After 2 years of hard work, she threw in the towel, dissolved the association and abandoned the project. Since then, she does not want to hear about any game development any more, and it’s a shame, I would have hired her!
Most of the advice I received, as well as my own experience, says that you have to start alone, it can be long, painful and sometimes discouraging, but you have to hang on: Willpower can moves mountains !
1: Write down your ideas on paper :
- Game style (RPG, RTS, FPS, simulation, etc…)
- 3D or 2D
- Destination Plateform(s)
Note: This latest point is very important: Indeed, some engines claim that you do not need to be a programmer to create a game: It’s wrong! You can actually create stuff like “Pong” or “Breakout” clones but it will not go much further. Coding is one of the main phases of game creation, and it is the code that will determine precisely the game mechanics and therefore the game-play.
A contrario, if you are a confirmed coder but have no talent or knowledge in graphics, it is doomed too. Indeed, most potential future players rely on one thing: What they have in front of their eyes, in short, images. So, you have to create a lot to attract an audience.
2: Choose your game engine with great care
- The license:
What does it allow you? Does it oblige you to pay back some of your potential earnings (eg: Unity)? Does it requires you to broadcast on a particular platform (eg Cry Engine + Steam). In short, what possibilities does the engine offer you and what constraints does it require?
For my part, I spent a whole year before deciding (and I tried a lot !)
- Your destination platform:
PC (Linux, Windows), Mac, IOS, Android, console? All engines do not offer the same choices. In addition, wanting to develop for console can seriously increase the budget you would have to provide. Yes, if some engines offer the possibility to develop for WII, for example, this is not the case for all, and wanting to choose another platform could earn you the purchase of an extra VERY expensive license (several thousand of Euros for some). Or, you will need to find a distributor / publisher and control over your project might escape you in part, if not completely.
- Make sure the chosen engine is stable, …
…offers regular updates and accepts portability from one version to the next. I’ve read a lot of Unity topics and compatibility issues between versions, so projects have to be rebuilt entirely!
- Is the engine source code available?
Indeed, if you are a coder, you may need to modify some features.

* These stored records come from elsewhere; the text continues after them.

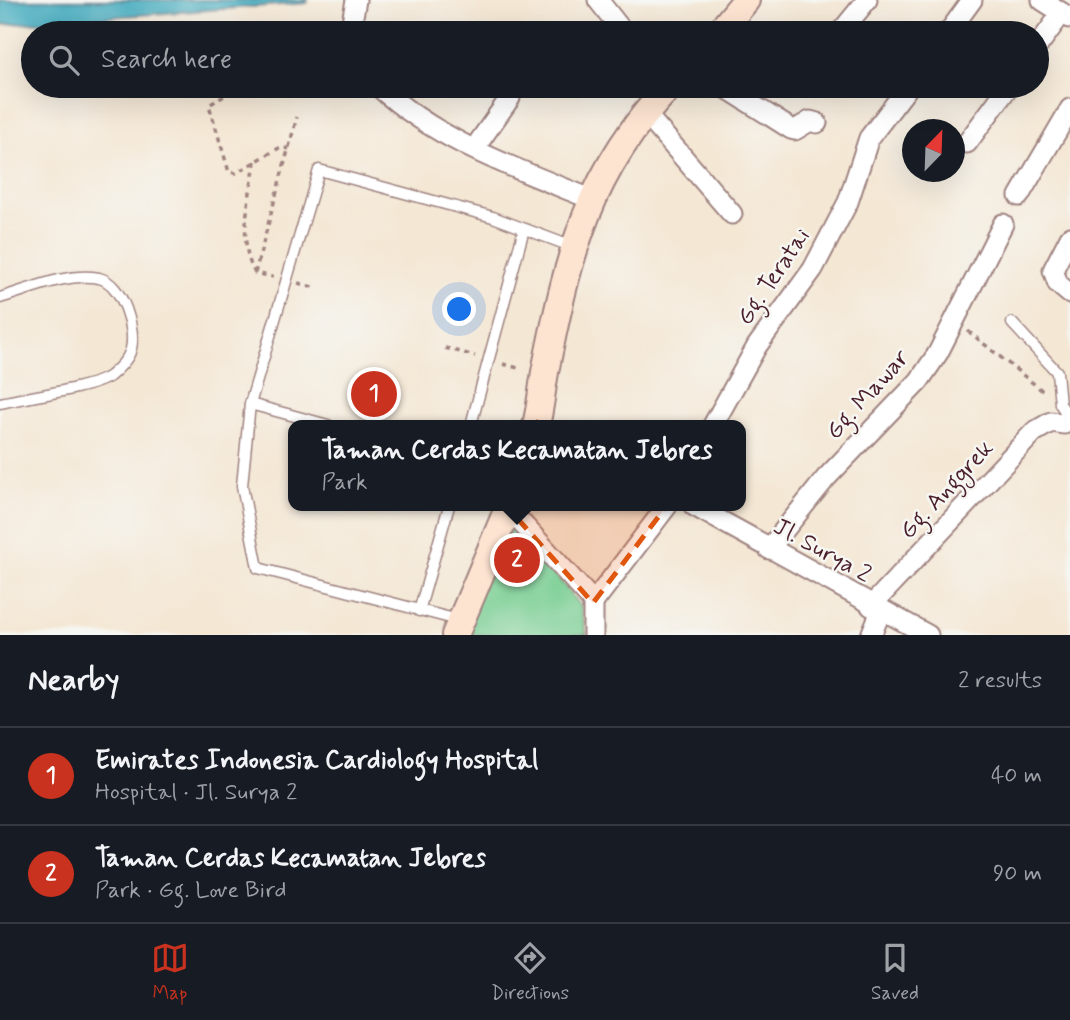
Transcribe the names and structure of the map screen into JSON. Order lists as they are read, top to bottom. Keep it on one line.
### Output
{"streets":{"street":["Gg. Teratai","Gg. Mawar","Gg. Anggrek","Jl. Surya 2"]},"crossings":[["Gg. Mawar","Jl. Surya 2"],["Gg. Anggrek","Jl. Surya 2"]],"north":"top right","page":{"search":"Search here","pins":["1","2"],"popup":["Taman Cerdas Kecamatan Jebres","Park"],"heading":["Nearby","2 results"],"list":[{"mark":"1","name":"Emirates Indonesia Cardiology Hospital","note":"Hospital · Jl. Surya 2","value":"40 m"},{"mark":"2","name":"Taman Cerdas Kecamatan Jebres","note":"Park · Gg. Love Bird","value":"90 m"}],"nav":["Map","Directions","Saved"]}}
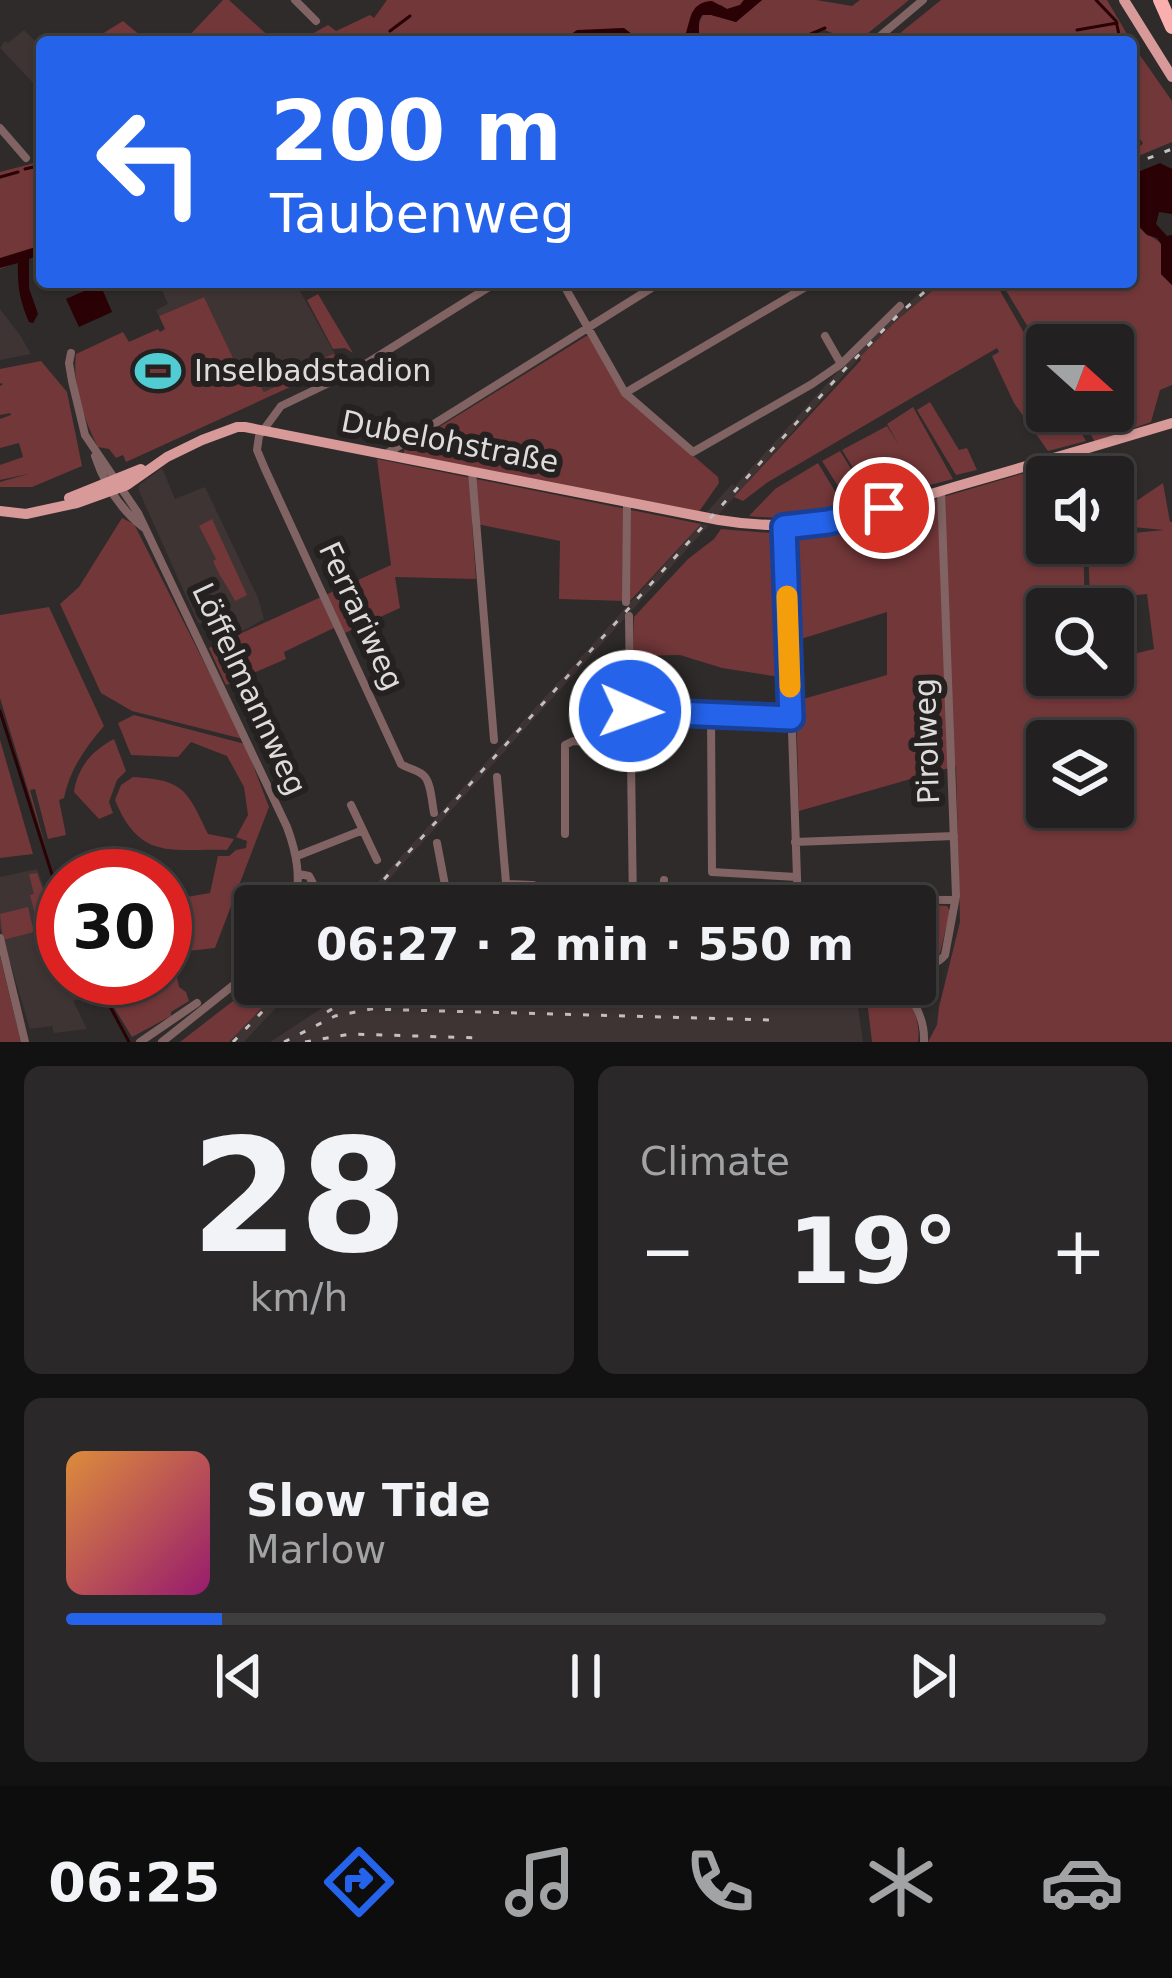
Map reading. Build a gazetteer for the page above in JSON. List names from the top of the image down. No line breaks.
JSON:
{"streets":{"main road":["Dubelohstraße"],"street":["Ferrariweg","Löffelmannweg","Pirolweg"]},"crossings":[["Dubelohstraße","Ferrariweg"],["Dubelohstraße","Pirolweg"]],"places":{"sports":["Inselbadstadion"]},"north":"right","page":{"turn":["200 m","Taubenweg"],"limit":"30","trip":"06:27 · 2 min · 550 m","tile":[["28","km/h"],"Climate"],"heat":["−","19°","+"],"song":["Slow Tide","Marlow"],"tabs":"06:25"}}
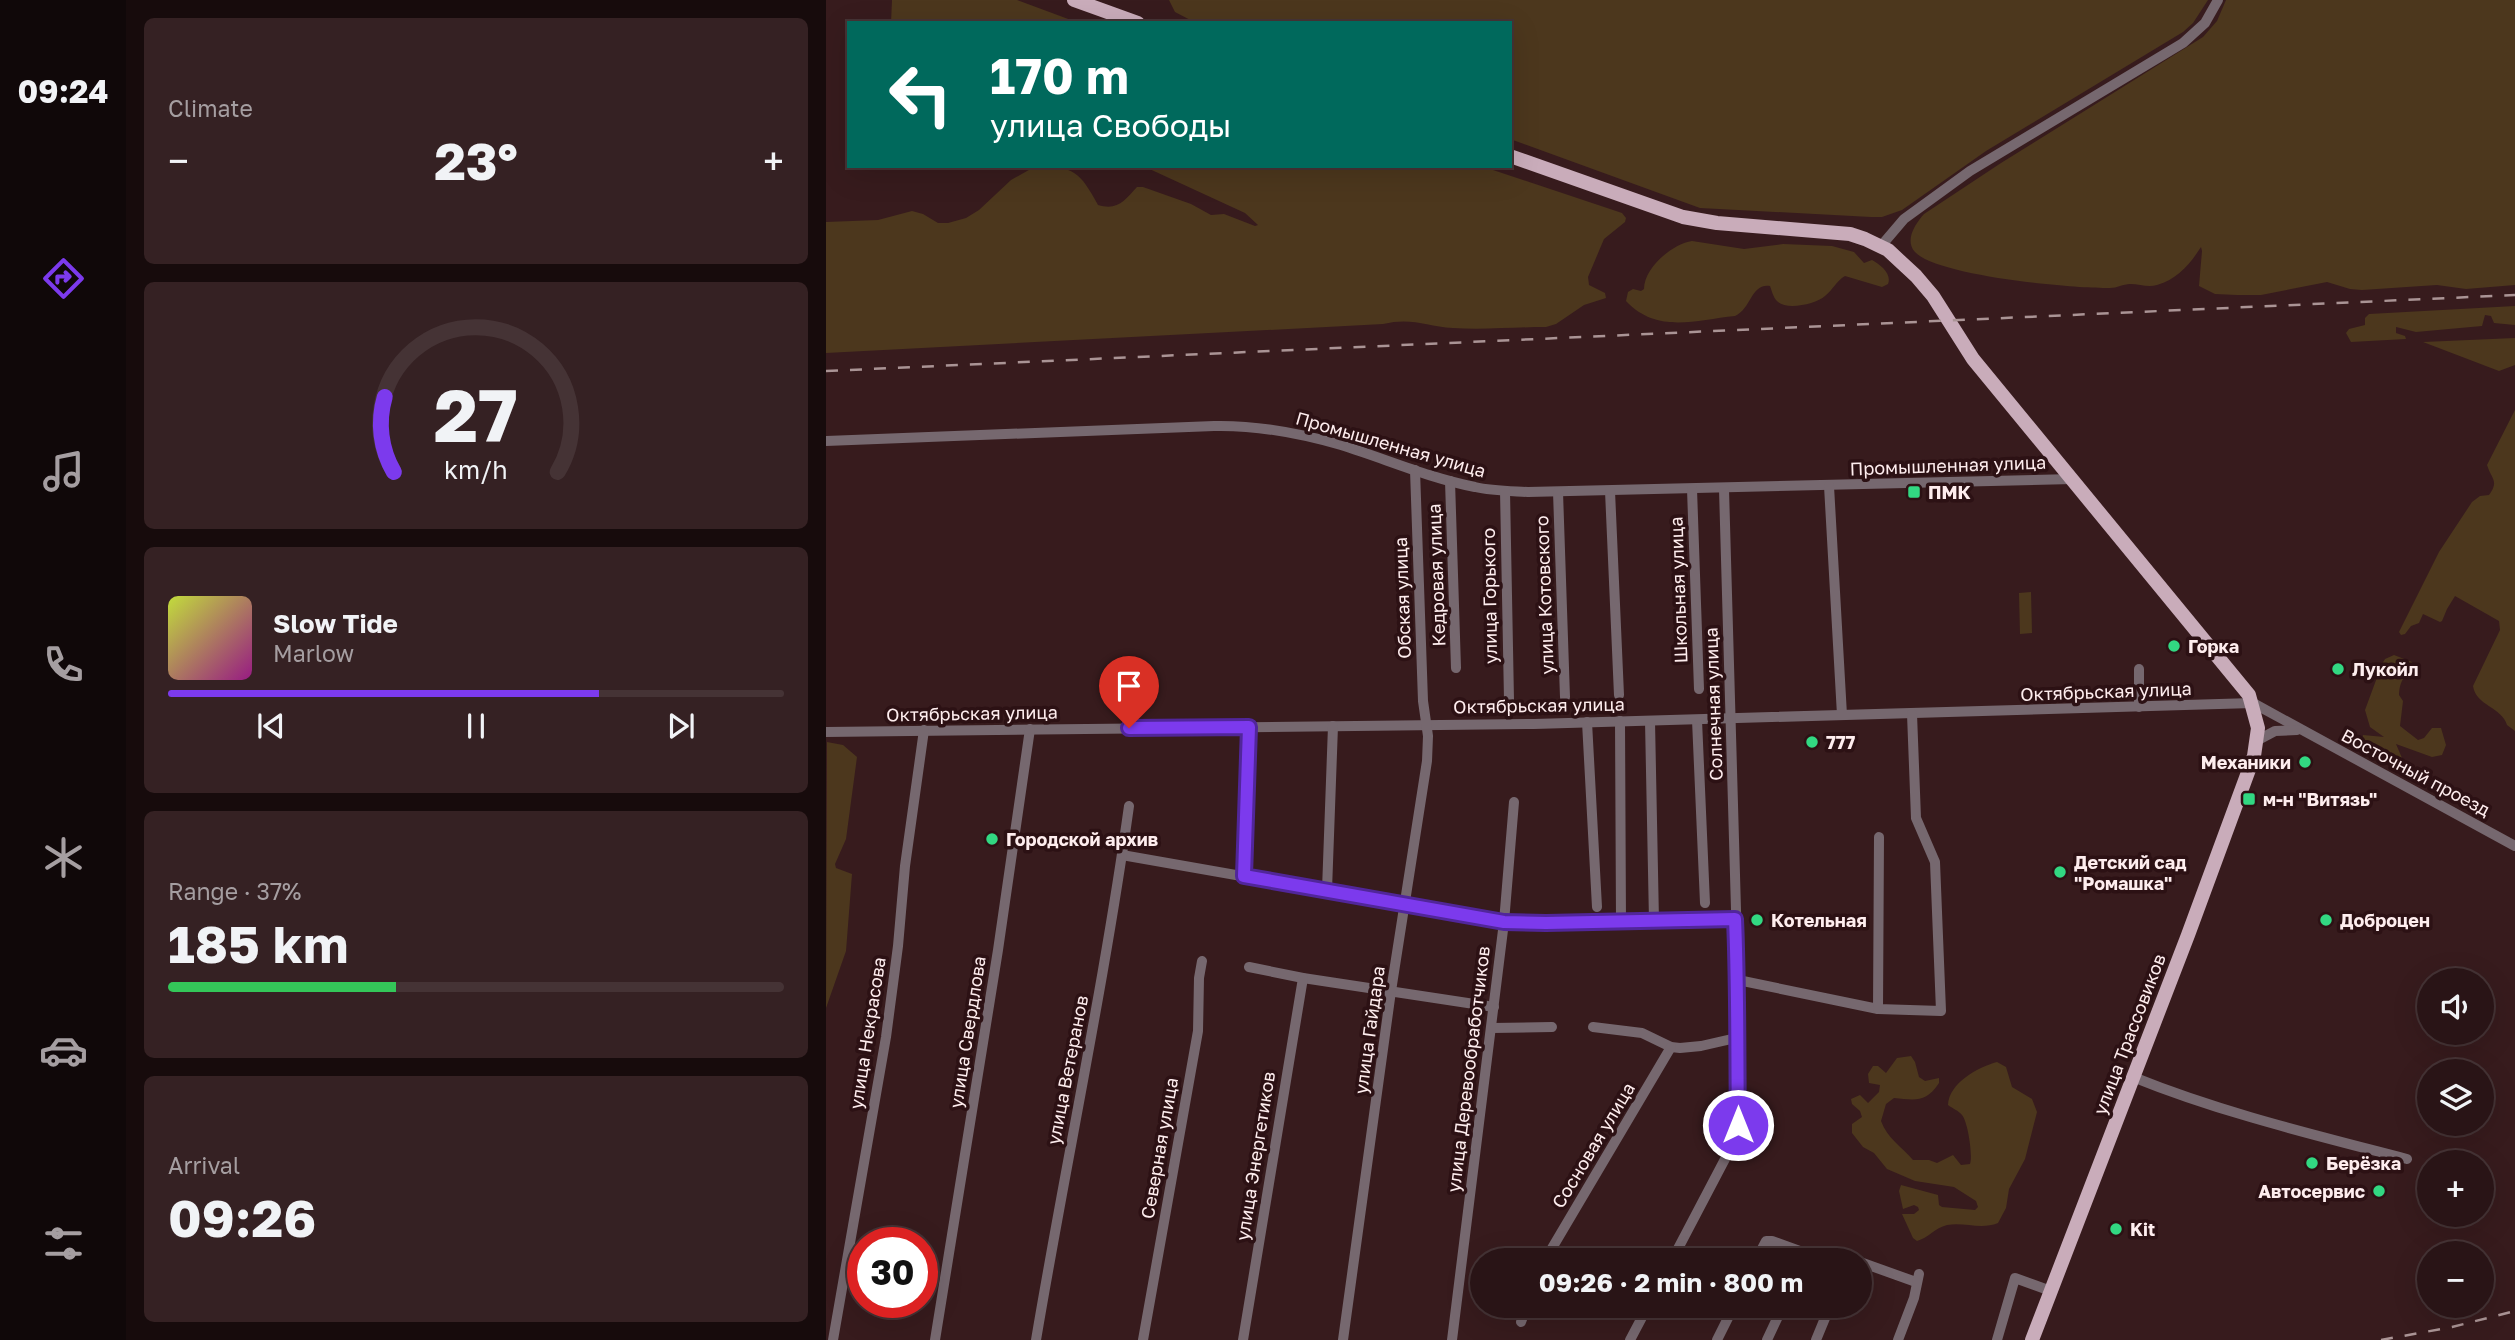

- Evolution of the technology: An example: The engine offer the possibility of the virtual reality: Yes, the players demand more and more immersion and the VR seems to take more and more importance in the big studios.
3: The market :
Do a little market research if you intend to sell your work (s). Indeed, in France, for example, the biggest sales are for example: Pokemons, Sims, and FPS. For space games, Germany, Russia (the Russians are fond of it), England and the USA seem to be big consumers. Japan, China, Korea and generally eastern countries prefer RPGs. All this being given only as an indication, of course, this can vary according to the seasons and the modes. But one thing is certain: Plan translations accordingly and as you go. Adding additional languages at the end of the project would greatly increase your workload, especially if it’s an RPG, so with a lot of texts.
4: The lifetime :
Make sure your game is editable by the players. Indeed, some games have a longer life than others because of their mods (= modifications), unofficial extensions created by the players and the generated communities. So, if your first game is successful, the players will throw on your next production as misery on the poor world. An example: Freelancer and Star Citizen (Chris Roberts). The game is not even in stable release and officially released, but the community is already huge and global!
5: Create a website:
Yes, it is essential for a wide spread of your project
6: NEVER claim having made yourself the work of others,
it could quickly turn against you.
7: Remember to read carefully the licenses of everything you will use:
3D models, images, textures, and even fonts. Indeed, the most common mistake is to believe that because it’s free, it can be used in any case. An example: Avoid using the current Windows, Mac, or Linux fonts available from the OS itself. In the case of a commercial project, it could bring you very big trouble. Many sites offer 100% free fonts.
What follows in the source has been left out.